Au cours de ce processus, Aibar est tombé sur les enquêtes de Juan Manuel García-Ruiz autour de la cristallographie, et plus précisément sur un sujet fascinant : l'origine de la vie, incarnée dans le moment où l'inorganique est devenu organique. Cela peut paraître un peu abscons pour les non-initiés, mais tout est mieux compris lorsqu'on utilise les tables. Au Central, Aibar apparut au centre de la scène, debout sur une petite estrade entourée d'un cyclorama argenté. Un élément saisissant ornait sa poitrine : une cuirasse de glace qui fondait lentement tandis qu'elle exécutait les premiers mouvements mécaniques, mis en valeur par un éclairage qui soulignait sa silhouette athlétique spectaculaire.
La glace n'est pas seulement présente sur le torse d'Aibar. La femme de Jaén saisit d'épais blocs et les jette au sol, les réduisant en mille morceaux. Ceux qui restent, elle les piétine ou les écrase du talon de sa chaussure, tel un marteau. Cet exercice initial de retenue, de contrôle et de perfection géométrique contraste fortement avec la violence de ces accès de rage. Habitués à voir la scène comme un lieu de création, non de destruction, nous sommes pourtant fascinés par la décomposition de ces épais cristaux d'eau gelée. La paralysie se dissipera ; la rage trouvera enfin son exutoire.
« La métamorphose est complète. Le public est captivé par une démonstration inhabituelle d'énergie, de tempérament et de goût poétique. Est-il possible que janvier ne soit même pas terminé et que nous ayons déjà vu l'une des productions de l'année ? »

Certains pourraient se poser des questions où se trouve le flamenco dans ce discoursJ'oserais dire en tout, même s'il est presque inutile de le souligner. jondo C'est le langage naturel d'Aibar, même si sa danse est enrichie par d'autres disciplines. Plus axée sur les jambes que sur les bras, mais dotée d'un excellent sens du rythme et d'une grande force, elle est accompagnée d'un splendide Chevalier de gemme, qui brille tout autant et fait briller le danseur aussi bien dans le polo que dans les soleares ou la seguiriya.

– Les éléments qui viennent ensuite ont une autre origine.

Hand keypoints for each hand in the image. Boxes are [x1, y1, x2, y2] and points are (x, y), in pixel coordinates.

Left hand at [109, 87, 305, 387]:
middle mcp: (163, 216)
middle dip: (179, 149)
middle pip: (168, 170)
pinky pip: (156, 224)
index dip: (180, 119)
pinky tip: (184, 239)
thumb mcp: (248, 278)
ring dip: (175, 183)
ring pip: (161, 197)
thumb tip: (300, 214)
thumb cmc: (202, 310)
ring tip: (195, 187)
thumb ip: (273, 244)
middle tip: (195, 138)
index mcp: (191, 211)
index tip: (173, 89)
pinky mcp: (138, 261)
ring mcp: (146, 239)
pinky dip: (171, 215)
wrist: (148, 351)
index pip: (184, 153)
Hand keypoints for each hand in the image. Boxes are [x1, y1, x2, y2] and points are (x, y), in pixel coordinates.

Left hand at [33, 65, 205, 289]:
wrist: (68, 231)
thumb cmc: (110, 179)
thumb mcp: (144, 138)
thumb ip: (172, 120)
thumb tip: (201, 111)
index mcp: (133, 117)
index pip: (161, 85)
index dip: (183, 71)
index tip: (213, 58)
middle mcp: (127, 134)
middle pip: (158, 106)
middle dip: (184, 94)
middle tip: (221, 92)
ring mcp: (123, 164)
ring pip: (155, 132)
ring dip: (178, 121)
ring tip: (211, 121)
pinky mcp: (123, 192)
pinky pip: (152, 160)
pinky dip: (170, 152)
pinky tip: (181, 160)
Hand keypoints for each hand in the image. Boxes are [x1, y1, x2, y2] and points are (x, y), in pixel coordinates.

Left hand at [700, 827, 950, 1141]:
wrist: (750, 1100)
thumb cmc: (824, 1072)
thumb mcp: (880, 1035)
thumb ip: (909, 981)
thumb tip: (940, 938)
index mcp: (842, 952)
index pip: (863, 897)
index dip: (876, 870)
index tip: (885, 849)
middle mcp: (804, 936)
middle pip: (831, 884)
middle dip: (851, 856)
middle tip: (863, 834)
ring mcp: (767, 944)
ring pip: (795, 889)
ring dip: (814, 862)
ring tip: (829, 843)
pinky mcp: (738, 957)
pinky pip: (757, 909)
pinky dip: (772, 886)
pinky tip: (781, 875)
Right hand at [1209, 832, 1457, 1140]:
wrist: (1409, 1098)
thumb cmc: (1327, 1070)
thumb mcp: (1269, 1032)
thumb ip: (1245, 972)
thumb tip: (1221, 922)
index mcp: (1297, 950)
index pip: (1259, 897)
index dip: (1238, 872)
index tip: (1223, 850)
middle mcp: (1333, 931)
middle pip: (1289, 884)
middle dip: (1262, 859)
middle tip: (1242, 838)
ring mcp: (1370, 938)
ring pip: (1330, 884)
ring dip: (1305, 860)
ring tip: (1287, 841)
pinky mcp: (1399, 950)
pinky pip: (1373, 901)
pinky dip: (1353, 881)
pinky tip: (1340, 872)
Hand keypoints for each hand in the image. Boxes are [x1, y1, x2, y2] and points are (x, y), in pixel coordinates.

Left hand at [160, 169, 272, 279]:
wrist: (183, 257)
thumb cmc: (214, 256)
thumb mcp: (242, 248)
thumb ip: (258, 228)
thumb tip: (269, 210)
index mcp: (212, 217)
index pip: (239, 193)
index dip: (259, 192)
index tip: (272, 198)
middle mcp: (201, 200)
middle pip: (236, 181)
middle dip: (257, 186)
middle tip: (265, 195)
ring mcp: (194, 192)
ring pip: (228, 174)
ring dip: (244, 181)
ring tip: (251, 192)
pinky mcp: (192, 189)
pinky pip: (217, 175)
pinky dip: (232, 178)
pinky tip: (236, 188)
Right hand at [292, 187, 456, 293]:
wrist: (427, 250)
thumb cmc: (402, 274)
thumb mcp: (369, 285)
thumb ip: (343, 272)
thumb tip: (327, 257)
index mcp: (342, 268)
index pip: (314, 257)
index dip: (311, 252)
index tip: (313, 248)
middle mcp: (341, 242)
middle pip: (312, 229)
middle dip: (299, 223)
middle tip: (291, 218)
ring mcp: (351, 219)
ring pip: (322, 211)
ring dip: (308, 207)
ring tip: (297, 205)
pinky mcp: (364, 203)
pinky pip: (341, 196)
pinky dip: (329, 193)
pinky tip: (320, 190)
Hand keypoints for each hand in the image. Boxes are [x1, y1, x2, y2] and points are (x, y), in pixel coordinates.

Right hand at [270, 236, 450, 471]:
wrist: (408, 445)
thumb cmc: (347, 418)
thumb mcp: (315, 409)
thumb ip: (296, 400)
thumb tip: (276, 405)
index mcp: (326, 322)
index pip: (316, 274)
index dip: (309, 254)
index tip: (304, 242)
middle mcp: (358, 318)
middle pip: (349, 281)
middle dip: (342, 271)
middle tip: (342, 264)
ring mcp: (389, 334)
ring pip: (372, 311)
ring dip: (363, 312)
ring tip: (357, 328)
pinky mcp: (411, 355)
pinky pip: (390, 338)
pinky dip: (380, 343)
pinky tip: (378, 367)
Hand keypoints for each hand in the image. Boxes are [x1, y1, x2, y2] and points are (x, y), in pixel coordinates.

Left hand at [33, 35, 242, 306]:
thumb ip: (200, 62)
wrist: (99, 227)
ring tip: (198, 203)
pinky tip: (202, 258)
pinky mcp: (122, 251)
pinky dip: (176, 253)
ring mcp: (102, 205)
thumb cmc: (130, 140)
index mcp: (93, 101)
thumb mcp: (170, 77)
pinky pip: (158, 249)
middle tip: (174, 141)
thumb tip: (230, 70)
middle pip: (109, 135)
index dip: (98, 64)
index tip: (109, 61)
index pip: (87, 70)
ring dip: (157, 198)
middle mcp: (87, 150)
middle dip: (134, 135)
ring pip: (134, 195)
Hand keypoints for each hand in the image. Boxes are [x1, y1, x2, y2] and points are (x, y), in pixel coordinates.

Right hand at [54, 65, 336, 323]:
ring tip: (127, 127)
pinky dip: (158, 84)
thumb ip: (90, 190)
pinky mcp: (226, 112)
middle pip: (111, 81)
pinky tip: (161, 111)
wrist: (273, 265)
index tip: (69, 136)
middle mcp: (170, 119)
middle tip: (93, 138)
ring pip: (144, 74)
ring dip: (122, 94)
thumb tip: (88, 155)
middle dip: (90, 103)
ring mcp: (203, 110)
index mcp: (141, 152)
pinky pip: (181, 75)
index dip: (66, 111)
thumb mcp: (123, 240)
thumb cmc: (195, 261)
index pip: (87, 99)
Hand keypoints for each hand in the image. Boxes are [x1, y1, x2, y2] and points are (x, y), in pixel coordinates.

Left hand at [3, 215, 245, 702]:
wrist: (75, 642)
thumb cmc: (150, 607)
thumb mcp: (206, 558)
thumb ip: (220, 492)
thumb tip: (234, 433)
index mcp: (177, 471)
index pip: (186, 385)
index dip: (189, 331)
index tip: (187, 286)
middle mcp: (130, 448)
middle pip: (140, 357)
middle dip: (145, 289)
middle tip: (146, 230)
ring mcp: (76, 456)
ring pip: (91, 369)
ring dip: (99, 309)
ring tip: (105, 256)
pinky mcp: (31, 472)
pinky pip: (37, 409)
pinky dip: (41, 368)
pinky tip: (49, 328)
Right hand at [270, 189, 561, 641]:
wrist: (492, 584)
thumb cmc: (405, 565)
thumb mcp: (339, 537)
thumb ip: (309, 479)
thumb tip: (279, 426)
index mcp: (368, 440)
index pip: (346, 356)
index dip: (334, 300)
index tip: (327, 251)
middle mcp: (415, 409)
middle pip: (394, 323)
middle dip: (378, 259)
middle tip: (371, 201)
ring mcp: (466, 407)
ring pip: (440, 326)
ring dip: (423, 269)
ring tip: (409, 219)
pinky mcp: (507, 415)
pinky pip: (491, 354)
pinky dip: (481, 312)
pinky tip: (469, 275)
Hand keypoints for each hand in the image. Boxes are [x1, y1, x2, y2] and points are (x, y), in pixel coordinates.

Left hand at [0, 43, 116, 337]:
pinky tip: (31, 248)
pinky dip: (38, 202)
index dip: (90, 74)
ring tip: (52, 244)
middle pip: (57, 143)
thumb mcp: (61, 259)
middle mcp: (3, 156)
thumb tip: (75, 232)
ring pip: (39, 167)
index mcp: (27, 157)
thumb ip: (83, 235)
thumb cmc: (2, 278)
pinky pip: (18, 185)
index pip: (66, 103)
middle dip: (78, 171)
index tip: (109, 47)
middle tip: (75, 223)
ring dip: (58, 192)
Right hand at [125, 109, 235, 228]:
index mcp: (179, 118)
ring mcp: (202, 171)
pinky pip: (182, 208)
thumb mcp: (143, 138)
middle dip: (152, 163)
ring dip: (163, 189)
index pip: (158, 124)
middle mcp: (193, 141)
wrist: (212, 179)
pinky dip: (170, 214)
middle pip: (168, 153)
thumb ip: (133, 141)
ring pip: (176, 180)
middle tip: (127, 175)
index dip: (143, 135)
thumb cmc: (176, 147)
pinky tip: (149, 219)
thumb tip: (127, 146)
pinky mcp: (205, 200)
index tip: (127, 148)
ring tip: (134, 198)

Il convient de mentionner tout particulièrement le travail des Britanniques Frank MoonBien que de nombreux artistes soient réticents à « intervenir » dans le domaine de flamenco Lorsque des musiciens extérieurs au genre s'y essaient, il est indéniable que les résultats sont parfois étonnants. Je pense, par exemple, au jeu de piano de Sylvie Courvoisier en La courbe de Israël Galvanou l'un Orlando basse en Après vous, madame, du Paula Comitré…parmi tant d’autres. Dans ce cas précis, Moon déploie un catalogue sonore inépuisable, mais pas seulement pour envelopper l’histoire d’Aibar : le troisième sommet du triangle joue un rôle fondamental sur scène, créant des atmosphères et des tensions, le tout concocté sous nos yeux, donnant tout son sens à la notion de performance en direct.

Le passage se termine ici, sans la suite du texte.